Theory and Practice of Batch Processing of Big Data

Real-time data processing has drawn an enormous attention lately, however batch style has always been an effective approach. Today, volume and variety of data are major challenges for batch style data processing. This course provides basic concepts of batch processing technologies. It provides strong theoretical foundation of batch style data processing. The course covers two widely used batch data processing technologies: Apache Spark and Hadoop/MapReduce. This course includes practical works such as, configuring Apache Spark on standalone server and or on a cluster, deploying jobs on Spark cluster, and integrating Hadoop, Apache Mesos with Spark. The course also includes hands-on knowledge of how to process jobs with MapReduce. It includes a detailed description of techniques to configure MapReduce, deploying and executing them on Hadoop’s single-node or multi-node  cluster. During the course a real-world data scenario of batch processing of Big Data will be simulated.

Course Objectives

  • Provide a strong knowledge of batch method for processing data.
  • Provide theoretical knowledge of processing massive-scale data in batch style.
  • Provide a solid understanding about the core components and architecture of Apache Spark and MapReduce.
  • Provide a strong knowledge of fault-tolerance in a distributed architecture.
  • Provide hands-on knowledge of how to configure and manage Apache Spark and Hadoop/MapReduce clusters (single-node and multi-node).
  • Provide practical knowledge of how to configure jobs, running them, parallelize the execution of jobs in a Apache Spark cluster.
  • Provide hands-on knowledge of how to integrate other technologies with Spark, for instance, integrating MongoDB, Hadoop with Apache Spark.
  • Provide hands-on knowledge of configuring and executing MapReduce jobs in Hadoop cluster.
  • Present and describe the simulation of a real-world batch processing scenario.

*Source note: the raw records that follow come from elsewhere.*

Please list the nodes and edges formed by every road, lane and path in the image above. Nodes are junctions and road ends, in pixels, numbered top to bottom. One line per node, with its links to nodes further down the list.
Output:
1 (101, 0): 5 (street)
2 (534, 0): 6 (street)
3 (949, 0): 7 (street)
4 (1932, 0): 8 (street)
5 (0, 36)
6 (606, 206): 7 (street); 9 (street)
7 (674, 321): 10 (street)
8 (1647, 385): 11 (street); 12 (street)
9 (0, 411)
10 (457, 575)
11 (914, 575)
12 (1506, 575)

What is in it for the Participants?

  • Learning fundamental concepts of batch style data processing.
  • Learning theoretical aspects of batch style batch processing of Big Data.
  • Learning core components and architecture of Apache Spark and MapReduce technologies.
  • Being able to implement, configure and distribute jobs in standalone Apache Spark server.
  • Being able to configure multi-node Apache Spark cluster with Hadoop.
  • Begin able to integrate storage such as MongoDB and Neo4j with Apache Spark.
  • Being able to run jobs on multi-node clusters.
  • Being able to implement MapReduce jobs (written in Java) and distribute them in single-node as well as multi-node cluster.